**DATA SECTION**
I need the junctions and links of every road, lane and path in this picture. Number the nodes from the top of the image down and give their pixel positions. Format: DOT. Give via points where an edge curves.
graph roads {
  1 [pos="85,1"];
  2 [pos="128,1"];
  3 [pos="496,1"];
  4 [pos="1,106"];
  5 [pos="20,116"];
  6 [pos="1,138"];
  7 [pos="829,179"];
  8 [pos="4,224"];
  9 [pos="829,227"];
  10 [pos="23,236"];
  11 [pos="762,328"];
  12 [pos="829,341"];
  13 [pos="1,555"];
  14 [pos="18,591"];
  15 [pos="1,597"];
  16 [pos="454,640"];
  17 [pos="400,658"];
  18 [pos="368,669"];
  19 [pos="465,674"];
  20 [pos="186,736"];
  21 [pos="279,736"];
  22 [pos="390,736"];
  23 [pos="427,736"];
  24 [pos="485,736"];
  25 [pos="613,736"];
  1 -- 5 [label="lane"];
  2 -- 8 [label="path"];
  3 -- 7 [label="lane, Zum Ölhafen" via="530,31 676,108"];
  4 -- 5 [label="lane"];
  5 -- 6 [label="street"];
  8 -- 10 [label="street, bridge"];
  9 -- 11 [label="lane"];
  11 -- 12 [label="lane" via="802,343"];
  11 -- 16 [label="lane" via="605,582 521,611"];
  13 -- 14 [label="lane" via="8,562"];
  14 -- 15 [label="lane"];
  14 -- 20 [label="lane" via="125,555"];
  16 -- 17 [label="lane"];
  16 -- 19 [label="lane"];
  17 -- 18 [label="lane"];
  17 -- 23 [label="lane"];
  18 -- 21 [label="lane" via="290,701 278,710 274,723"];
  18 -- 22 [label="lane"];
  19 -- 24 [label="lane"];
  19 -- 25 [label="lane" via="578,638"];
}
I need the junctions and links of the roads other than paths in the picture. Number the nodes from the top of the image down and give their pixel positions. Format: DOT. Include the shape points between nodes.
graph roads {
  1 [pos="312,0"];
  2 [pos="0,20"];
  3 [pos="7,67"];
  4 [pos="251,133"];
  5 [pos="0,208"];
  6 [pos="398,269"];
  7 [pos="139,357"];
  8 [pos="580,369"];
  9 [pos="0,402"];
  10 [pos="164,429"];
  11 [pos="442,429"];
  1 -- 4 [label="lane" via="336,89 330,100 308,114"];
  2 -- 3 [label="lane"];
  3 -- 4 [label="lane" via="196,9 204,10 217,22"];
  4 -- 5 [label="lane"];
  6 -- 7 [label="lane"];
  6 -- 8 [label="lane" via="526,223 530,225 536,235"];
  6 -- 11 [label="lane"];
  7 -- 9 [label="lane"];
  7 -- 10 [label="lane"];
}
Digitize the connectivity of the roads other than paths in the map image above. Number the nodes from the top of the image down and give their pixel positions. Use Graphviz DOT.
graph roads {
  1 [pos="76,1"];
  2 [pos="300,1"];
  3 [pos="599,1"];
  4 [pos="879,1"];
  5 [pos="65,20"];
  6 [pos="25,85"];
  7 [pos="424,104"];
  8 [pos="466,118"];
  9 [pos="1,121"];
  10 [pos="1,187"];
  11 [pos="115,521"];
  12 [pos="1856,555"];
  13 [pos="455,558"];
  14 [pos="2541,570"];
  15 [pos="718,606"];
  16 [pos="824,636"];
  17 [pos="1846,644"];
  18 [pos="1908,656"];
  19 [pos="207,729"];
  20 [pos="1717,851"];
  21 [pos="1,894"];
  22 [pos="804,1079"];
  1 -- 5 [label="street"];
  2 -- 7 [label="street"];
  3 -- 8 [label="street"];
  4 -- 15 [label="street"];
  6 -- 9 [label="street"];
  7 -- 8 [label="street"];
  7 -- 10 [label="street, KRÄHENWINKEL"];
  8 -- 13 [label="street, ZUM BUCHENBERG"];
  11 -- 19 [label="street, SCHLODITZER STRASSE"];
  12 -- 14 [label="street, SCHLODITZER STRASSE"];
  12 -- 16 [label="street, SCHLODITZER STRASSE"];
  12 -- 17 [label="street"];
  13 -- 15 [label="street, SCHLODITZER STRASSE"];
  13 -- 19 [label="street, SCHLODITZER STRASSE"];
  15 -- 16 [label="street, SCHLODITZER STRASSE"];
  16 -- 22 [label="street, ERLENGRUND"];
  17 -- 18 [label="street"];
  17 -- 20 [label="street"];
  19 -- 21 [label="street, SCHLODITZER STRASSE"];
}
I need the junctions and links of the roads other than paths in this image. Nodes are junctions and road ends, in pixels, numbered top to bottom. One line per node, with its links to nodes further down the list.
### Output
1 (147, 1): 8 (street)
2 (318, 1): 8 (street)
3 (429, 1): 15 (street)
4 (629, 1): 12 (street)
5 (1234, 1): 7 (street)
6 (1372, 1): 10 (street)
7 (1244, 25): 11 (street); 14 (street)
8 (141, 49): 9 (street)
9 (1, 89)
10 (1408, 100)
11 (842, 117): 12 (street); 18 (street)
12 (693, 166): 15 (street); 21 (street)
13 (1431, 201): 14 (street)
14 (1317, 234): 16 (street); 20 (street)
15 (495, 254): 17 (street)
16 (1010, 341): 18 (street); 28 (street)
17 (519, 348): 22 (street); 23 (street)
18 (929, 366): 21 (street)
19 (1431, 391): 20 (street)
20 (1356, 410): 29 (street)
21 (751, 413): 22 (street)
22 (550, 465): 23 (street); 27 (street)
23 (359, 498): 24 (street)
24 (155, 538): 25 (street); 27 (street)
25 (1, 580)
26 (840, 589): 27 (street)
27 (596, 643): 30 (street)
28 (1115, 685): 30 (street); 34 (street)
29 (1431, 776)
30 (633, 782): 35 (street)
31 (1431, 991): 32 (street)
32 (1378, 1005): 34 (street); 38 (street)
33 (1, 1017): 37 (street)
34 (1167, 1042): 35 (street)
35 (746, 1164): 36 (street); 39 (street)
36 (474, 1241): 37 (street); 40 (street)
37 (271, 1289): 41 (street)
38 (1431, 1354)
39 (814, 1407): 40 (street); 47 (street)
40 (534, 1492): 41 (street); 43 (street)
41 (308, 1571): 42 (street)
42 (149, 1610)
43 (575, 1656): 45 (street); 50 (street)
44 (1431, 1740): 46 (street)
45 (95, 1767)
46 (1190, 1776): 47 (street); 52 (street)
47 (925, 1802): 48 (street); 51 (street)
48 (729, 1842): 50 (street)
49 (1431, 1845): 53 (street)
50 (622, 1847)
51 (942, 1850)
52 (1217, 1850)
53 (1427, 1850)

**TASK OBJECTIVE**
An exact copy of every line above, start to finish, is required.

**EXERCISE ANSWER**
I need the junctions and links of every road, lane and path in this picture. Number the nodes from the top of the image down and give their pixel positions. Format: DOT. Give via points where an edge curves.
graph roads {
  1 [pos="85,1"];
  2 [pos="128,1"];
  3 [pos="496,1"];
  4 [pos="1,106"];
  5 [pos="20,116"];
  6 [pos="1,138"];
  7 [pos="829,179"];
  8 [pos="4,224"];
  9 [pos="829,227"];
  10 [pos="23,236"];
  11 [pos="762,328"];
  12 [pos="829,341"];
  13 [pos="1,555"];
  14 [pos="18,591"];
  15 [pos="1,597"];
  16 [pos="454,640"];
  17 [pos="400,658"];
  18 [pos="368,669"];
  19 [pos="465,674"];
  20 [pos="186,736"];
  21 [pos="279,736"];
  22 [pos="390,736"];
  23 [pos="427,736"];
  24 [pos="485,736"];
  25 [pos="613,736"];
  1 -- 5 [label="lane"];
  2 -- 8 [label="path"];
  3 -- 7 [label="lane, Zum Ölhafen" via="530,31 676,108"];
  4 -- 5 [label="lane"];
  5 -- 6 [label="street"];
  8 -- 10 [label="street, bridge"];
  9 -- 11 [label="lane"];
  11 -- 12 [label="lane" via="802,343"];
  11 -- 16 [label="lane" via="605,582 521,611"];
  13 -- 14 [label="lane" via="8,562"];
  14 -- 15 [label="lane"];
  14 -- 20 [label="lane" via="125,555"];
  16 -- 17 [label="lane"];
  16 -- 19 [label="lane"];
  17 -- 18 [label="lane"];
  17 -- 23 [label="lane"];
  18 -- 21 [label="lane" via="290,701 278,710 274,723"];
  18 -- 22 [label="lane"];
  19 -- 24 [label="lane"];
  19 -- 25 [label="lane" via="578,638"];
}
I need the junctions and links of the roads other than paths in the picture. Number the nodes from the top of the image down and give their pixel positions. Format: DOT. Include the shape points between nodes.
graph roads {
  1 [pos="312,0"];
  2 [pos="0,20"];
  3 [pos="7,67"];
  4 [pos="251,133"];
  5 [pos="0,208"];
  6 [pos="398,269"];
  7 [pos="139,357"];
  8 [pos="580,369"];
  9 [pos="0,402"];
  10 [pos="164,429"];
  11 [pos="442,429"];
  1 -- 4 [label="lane" via="336,89 330,100 308,114"];
  2 -- 3 [label="lane"];
  3 -- 4 [label="lane" via="196,9 204,10 217,22"];
  4 -- 5 [label="lane"];
  6 -- 7 [label="lane"];
  6 -- 8 [label="lane" via="526,223 530,225 536,235"];
  6 -- 11 [label="lane"];
  7 -- 9 [label="lane"];
  7 -- 10 [label="lane"];
}
Digitize the connectivity of the roads other than paths in the map image above. Number the nodes from the top of the image down and give their pixel positions. Use Graphviz DOT.
graph roads {
  1 [pos="76,1"];
  2 [pos="300,1"];
  3 [pos="599,1"];
  4 [pos="879,1"];
  5 [pos="65,20"];
  6 [pos="25,85"];
  7 [pos="424,104"];
  8 [pos="466,118"];
  9 [pos="1,121"];
  10 [pos="1,187"];
  11 [pos="115,521"];
  12 [pos="1856,555"];
  13 [pos="455,558"];
  14 [pos="2541,570"];
  15 [pos="718,606"];
  16 [pos="824,636"];
  17 [pos="1846,644"];
  18 [pos="1908,656"];
  19 [pos="207,729"];
  20 [pos="1717,851"];
  21 [pos="1,894"];
  22 [pos="804,1079"];
  1 -- 5 [label="street"];
  2 -- 7 [label="street"];
  3 -- 8 [label="street"];
  4 -- 15 [label="street"];
  6 -- 9 [label="street"];
  7 -- 8 [label="street"];
  7 -- 10 [label="street, KRÄHENWINKEL"];
  8 -- 13 [label="street, ZUM BUCHENBERG"];
  11 -- 19 [label="street, SCHLODITZER STRASSE"];
  12 -- 14 [label="street, SCHLODITZER STRASSE"];
  12 -- 16 [label="street, SCHLODITZER STRASSE"];
  12 -- 17 [label="street"];
  13 -- 15 [label="street, SCHLODITZER STRASSE"];
  13 -- 19 [label="street, SCHLODITZER STRASSE"];
  15 -- 16 [label="street, SCHLODITZER STRASSE"];
  16 -- 22 [label="street, ERLENGRUND"];
  17 -- 18 [label="street"];
  17 -- 20 [label="street"];
  19 -- 21 [label="street, SCHLODITZER STRASSE"];
}
I need the junctions and links of the roads other than paths in this image. Nodes are junctions and road ends, in pixels, numbered top to bottom. One line per node, with its links to nodes further down the list.
### Output
1 (147, 1): 8 (street)
2 (318, 1): 8 (street)
3 (429, 1): 15 (street)
4 (629, 1): 12 (street)
5 (1234, 1): 7 (street)
6 (1372, 1): 10 (street)
7 (1244, 25): 11 (street); 14 (street)
8 (141, 49): 9 (street)
9 (1, 89)
10 (1408, 100)
11 (842, 117): 12 (street); 18 (street)
12 (693, 166): 15 (street); 21 (street)
13 (1431, 201): 14 (street)
14 (1317, 234): 16 (street); 20 (street)
15 (495, 254): 17 (street)
16 (1010, 341): 18 (street); 28 (street)
17 (519, 348): 22 (street); 23 (street)
18 (929, 366): 21 (street)
19 (1431, 391): 20 (street)
20 (1356, 410): 29 (street)
21 (751, 413): 22 (street)
22 (550, 465): 23 (street); 27 (street)
23 (359, 498): 24 (street)
24 (155, 538): 25 (street); 27 (street)
25 (1, 580)
26 (840, 589): 27 (street)
27 (596, 643): 30 (street)
28 (1115, 685): 30 (street); 34 (street)
29 (1431, 776)
30 (633, 782): 35 (street)
31 (1431, 991): 32 (street)
32 (1378, 1005): 34 (street); 38 (street)
33 (1, 1017): 37 (street)
34 (1167, 1042): 35 (street)
35 (746, 1164): 36 (street); 39 (street)
36 (474, 1241): 37 (street); 40 (street)
37 (271, 1289): 41 (street)
38 (1431, 1354)
39 (814, 1407): 40 (street); 47 (street)
40 (534, 1492): 41 (street); 43 (street)
41 (308, 1571): 42 (street)
42 (149, 1610)
43 (575, 1656): 45 (street); 50 (street)
44 (1431, 1740): 46 (street)
45 (95, 1767)
46 (1190, 1776): 47 (street); 52 (street)
47 (925, 1802): 48 (street); 51 (street)
48 (729, 1842): 50 (street)
49 (1431, 1845): 53 (street)
50 (622, 1847)
51 (942, 1850)
52 (1217, 1850)
53 (1427, 1850)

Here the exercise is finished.